Durban - THE Daily News Milk Fund recently lost one of its longest supporters, who regularly helped feed thousands of children around the province over the past 29 years. Muniem Vaizie died last week after a long illness.
His son Imraan spoke about how his father not only helped children from the Milk Fund, but other disadvantaged families around the city, too.
His father was introduced to the Milk Fund by a late family friend, Essop Kajee, who had been an ardent supporter of the Milk Fund for decades. After Kajee died, Vaizie continued to collect money for the Milk Fund to help children in need.
“His passion was to serve the community,” Imraan said.
Sushie Munsamy, who works at Independent Media’s community projects, said Vaizie would collect R7000 every month for the Milk Fund, and during the holy month of Ramadaan he collected extra to help children in need. He also helped with fundraising at the Juma Mosque (Grey Street Mosque), she said.
OVER the past 30 years, Muniem Vaizie appeared several times in the Daily News for his fund-raising efforts.
The Milk Fund provides milk and milk powder to thousands of children in crèches in KwaZulu-Natal. It has been helping the needy since 1931 and gets funding from the public, Independent Media staff and various companies.
Imraan said his father was also involved in other activities such as the Al Wida, which was held towards the end of Ramadaan, and had been doing so for more than 50 years.
He had often been asked why he never became a trustee at the mosque, to which his father would reply that he didn’t want the responsibility of being a trustee and that all he wanted to do was to help the public.
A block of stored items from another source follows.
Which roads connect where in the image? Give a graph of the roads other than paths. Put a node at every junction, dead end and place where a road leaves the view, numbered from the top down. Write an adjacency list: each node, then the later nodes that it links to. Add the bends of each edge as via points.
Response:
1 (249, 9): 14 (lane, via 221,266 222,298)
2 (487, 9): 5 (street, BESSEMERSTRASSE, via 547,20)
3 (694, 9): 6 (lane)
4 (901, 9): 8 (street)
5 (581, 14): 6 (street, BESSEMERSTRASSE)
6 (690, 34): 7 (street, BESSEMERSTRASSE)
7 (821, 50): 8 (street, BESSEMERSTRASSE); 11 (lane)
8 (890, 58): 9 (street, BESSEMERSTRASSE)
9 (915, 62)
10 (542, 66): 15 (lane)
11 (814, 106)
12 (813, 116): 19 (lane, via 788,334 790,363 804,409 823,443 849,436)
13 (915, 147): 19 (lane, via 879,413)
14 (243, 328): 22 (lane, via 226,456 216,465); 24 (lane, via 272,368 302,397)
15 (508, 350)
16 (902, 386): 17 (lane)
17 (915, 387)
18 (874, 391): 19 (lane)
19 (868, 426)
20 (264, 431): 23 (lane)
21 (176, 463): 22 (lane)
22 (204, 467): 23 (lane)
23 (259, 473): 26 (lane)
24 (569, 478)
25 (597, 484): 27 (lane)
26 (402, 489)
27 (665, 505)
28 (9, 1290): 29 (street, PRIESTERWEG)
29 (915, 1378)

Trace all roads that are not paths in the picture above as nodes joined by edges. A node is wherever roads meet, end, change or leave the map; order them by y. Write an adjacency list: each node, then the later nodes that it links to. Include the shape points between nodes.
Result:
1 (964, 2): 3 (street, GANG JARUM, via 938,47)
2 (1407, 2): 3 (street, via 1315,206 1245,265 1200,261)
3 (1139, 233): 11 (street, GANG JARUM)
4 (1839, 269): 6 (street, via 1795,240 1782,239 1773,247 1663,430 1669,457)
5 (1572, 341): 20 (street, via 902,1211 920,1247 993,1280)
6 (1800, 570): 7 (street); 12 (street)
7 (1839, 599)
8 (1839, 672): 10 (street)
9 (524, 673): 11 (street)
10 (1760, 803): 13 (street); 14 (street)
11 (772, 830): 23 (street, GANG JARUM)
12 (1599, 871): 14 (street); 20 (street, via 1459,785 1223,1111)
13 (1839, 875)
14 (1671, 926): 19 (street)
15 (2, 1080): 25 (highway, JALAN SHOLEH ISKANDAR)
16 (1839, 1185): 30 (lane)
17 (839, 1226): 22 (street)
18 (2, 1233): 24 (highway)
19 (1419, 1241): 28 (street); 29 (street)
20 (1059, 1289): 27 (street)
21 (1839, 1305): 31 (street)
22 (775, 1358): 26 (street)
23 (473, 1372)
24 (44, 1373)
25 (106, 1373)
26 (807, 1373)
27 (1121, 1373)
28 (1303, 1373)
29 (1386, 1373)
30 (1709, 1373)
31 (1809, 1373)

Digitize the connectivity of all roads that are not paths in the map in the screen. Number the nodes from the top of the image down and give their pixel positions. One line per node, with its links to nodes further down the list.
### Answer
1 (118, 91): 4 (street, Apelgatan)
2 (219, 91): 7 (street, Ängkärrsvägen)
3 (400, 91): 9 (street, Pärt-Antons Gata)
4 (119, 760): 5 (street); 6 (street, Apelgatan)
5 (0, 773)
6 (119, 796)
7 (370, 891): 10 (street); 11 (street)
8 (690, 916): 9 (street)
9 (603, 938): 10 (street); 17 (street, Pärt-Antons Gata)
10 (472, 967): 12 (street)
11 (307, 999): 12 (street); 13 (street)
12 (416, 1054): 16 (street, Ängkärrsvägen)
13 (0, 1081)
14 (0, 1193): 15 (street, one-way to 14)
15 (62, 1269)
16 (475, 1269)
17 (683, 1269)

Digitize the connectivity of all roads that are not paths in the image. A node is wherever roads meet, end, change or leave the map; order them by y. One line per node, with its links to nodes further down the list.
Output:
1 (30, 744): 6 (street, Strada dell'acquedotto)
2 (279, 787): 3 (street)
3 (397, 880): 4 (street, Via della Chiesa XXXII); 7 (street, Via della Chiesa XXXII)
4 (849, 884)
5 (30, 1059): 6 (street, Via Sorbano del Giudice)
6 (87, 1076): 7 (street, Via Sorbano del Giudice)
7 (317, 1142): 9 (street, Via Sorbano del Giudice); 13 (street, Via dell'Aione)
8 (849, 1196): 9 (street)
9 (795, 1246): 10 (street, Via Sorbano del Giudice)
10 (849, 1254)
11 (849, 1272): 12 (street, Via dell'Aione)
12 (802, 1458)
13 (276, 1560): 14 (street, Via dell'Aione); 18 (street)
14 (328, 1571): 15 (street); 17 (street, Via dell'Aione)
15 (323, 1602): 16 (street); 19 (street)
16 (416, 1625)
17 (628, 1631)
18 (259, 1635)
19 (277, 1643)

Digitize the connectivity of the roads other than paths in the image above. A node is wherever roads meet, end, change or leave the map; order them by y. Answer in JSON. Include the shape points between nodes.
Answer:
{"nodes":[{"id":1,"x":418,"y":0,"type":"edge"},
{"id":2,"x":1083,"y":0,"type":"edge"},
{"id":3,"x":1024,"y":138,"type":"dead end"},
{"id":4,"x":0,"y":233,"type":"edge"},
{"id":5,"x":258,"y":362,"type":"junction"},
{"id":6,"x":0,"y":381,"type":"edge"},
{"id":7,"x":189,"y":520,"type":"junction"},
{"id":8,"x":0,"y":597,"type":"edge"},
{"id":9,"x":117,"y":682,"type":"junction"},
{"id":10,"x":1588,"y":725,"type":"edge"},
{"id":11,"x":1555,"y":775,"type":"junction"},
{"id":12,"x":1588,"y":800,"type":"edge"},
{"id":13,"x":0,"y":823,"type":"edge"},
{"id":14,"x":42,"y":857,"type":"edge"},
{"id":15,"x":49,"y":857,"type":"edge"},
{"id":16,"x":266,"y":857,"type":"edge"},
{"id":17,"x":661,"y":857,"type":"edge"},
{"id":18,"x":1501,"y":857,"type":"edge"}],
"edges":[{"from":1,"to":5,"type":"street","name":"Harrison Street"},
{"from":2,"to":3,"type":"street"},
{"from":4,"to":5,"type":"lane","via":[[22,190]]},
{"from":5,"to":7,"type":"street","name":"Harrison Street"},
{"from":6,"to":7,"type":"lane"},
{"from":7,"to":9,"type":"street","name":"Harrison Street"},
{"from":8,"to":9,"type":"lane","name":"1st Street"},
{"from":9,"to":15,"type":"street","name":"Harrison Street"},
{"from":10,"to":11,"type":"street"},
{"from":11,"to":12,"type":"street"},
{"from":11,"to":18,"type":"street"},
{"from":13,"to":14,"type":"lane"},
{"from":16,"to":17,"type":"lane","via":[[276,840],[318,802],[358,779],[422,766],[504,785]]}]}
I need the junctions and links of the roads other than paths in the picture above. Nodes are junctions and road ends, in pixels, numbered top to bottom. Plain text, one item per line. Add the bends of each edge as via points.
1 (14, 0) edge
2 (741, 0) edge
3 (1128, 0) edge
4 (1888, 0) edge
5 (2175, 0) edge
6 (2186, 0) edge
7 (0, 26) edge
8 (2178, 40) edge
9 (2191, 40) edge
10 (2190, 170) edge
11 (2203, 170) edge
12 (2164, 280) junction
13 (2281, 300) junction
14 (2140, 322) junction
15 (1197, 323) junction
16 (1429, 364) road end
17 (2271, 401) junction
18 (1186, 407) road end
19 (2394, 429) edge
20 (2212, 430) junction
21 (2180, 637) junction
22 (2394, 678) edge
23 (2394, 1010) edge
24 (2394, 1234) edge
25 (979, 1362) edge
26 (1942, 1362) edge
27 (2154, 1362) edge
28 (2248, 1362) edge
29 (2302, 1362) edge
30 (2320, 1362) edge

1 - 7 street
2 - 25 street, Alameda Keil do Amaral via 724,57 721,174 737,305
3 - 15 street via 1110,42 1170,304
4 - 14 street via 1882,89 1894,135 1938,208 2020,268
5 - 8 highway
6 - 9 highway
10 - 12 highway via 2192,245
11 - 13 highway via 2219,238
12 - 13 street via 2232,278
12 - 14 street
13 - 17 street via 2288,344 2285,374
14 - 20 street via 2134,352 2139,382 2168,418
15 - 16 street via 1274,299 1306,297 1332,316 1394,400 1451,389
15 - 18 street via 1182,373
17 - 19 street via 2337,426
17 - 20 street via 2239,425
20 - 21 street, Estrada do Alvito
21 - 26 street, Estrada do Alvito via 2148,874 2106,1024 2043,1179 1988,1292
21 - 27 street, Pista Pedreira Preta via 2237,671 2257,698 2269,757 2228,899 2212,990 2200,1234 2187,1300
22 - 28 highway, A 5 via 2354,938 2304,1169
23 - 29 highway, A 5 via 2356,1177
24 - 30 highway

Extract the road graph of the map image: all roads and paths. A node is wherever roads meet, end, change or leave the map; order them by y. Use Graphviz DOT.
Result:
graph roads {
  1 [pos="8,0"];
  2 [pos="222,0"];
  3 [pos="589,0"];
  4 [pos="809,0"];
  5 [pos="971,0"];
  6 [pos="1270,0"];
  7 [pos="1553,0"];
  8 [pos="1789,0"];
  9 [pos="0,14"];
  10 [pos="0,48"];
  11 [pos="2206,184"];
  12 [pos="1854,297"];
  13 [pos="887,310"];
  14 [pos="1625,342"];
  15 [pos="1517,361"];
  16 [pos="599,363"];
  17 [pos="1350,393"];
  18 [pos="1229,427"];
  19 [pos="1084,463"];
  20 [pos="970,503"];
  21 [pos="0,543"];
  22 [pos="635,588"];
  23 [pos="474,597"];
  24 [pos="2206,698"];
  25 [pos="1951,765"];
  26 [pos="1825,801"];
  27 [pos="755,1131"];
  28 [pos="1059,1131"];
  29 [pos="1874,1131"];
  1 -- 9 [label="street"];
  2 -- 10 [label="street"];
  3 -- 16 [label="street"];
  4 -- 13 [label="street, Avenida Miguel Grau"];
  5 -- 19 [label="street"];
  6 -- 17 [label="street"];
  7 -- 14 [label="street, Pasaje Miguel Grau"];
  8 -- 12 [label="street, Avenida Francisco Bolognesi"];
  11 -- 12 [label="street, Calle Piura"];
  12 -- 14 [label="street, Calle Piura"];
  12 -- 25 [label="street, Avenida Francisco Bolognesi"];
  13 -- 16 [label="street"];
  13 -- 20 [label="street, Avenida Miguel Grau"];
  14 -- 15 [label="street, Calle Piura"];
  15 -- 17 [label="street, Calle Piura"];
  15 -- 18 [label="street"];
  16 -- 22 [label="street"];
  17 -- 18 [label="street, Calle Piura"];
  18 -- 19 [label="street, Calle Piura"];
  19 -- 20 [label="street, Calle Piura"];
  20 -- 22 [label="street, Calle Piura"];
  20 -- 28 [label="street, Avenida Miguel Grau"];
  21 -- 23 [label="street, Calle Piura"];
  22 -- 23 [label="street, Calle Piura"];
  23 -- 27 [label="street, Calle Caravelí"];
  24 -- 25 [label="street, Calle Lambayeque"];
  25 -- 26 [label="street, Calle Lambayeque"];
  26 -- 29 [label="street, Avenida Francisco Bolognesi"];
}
Vaizie had worked as a shop assistant for more than 50 years at Star Stores and was also the last living member of the Overport Muslim Marching Brigade.
Describing Vaizie’s personality, Imraan said: “He was a family man. He did not care about what he wore and never drove a car and would often walk to places he needed to go to.”
Besides raising funds, he also helped the less fortunate in the community achieve their dreams, and some of these beneficiaries were doctors today.
“He was small, but he had the heart of a giant,” Imraan said.